_Exercise data_
== Segment start ==

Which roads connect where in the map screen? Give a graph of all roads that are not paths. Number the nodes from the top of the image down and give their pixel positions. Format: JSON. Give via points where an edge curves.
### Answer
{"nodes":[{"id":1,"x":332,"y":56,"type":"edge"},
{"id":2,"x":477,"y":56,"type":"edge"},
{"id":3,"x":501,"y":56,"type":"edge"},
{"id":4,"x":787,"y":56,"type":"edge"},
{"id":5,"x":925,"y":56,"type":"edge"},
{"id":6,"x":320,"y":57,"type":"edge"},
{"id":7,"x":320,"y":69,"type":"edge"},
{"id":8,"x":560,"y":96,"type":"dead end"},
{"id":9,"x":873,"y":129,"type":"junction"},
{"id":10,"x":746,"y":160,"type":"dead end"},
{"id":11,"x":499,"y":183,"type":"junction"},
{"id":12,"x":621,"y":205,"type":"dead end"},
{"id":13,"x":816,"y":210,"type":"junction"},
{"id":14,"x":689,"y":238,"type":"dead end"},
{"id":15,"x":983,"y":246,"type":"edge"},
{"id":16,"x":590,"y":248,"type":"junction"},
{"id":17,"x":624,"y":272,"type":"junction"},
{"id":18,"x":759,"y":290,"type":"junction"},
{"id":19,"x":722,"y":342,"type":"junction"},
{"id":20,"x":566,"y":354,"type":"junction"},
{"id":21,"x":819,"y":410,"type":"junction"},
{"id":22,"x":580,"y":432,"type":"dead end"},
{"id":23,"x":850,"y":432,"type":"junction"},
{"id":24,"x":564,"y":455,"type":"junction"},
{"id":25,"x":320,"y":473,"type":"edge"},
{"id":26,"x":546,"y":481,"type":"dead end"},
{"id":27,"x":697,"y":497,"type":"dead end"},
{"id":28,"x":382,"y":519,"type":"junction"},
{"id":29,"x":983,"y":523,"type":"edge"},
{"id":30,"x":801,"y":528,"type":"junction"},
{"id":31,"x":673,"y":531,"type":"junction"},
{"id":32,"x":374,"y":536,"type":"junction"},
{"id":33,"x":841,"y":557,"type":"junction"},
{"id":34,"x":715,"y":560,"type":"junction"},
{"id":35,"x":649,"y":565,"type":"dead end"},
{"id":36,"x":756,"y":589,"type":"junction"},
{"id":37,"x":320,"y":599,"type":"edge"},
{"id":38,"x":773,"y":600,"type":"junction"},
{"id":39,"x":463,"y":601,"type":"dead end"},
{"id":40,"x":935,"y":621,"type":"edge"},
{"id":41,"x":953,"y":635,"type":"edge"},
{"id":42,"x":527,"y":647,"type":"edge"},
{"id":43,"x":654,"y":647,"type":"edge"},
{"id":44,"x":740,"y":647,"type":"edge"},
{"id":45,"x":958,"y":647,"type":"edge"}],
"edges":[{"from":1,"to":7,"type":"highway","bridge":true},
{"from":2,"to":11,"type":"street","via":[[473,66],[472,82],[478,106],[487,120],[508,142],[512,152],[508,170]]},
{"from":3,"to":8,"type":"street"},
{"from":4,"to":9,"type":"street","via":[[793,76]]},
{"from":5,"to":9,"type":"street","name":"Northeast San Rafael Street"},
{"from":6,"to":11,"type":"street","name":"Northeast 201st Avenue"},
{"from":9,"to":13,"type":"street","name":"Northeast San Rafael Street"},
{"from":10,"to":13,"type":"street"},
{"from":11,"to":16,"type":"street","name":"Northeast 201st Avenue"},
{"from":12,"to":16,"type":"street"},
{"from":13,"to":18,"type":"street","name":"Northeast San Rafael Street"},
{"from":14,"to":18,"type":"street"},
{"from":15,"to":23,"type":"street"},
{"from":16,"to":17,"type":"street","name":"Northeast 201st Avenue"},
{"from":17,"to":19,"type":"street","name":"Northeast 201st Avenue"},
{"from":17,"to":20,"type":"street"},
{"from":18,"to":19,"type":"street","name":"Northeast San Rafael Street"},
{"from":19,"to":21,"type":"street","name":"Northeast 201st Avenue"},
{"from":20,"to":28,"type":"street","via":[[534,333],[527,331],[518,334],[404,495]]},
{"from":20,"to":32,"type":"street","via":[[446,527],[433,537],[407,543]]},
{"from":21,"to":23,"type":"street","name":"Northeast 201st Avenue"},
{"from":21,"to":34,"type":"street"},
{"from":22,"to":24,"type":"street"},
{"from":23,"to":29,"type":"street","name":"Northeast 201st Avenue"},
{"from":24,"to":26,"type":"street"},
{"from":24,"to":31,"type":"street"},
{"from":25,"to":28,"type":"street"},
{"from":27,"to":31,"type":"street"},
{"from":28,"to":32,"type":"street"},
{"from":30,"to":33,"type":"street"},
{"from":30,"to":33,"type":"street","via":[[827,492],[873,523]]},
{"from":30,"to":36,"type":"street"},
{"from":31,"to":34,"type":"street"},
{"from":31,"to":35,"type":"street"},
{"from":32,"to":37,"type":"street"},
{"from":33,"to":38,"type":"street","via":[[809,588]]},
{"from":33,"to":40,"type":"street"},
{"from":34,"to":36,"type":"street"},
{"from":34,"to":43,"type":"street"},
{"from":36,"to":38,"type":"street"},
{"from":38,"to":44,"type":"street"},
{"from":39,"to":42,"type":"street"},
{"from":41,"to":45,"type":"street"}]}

== Segment end ==

_Work instruction_
Since only a count is wanted, give the number of lines in the listing that contain the word "Rafael".

_Result for this exercise_
4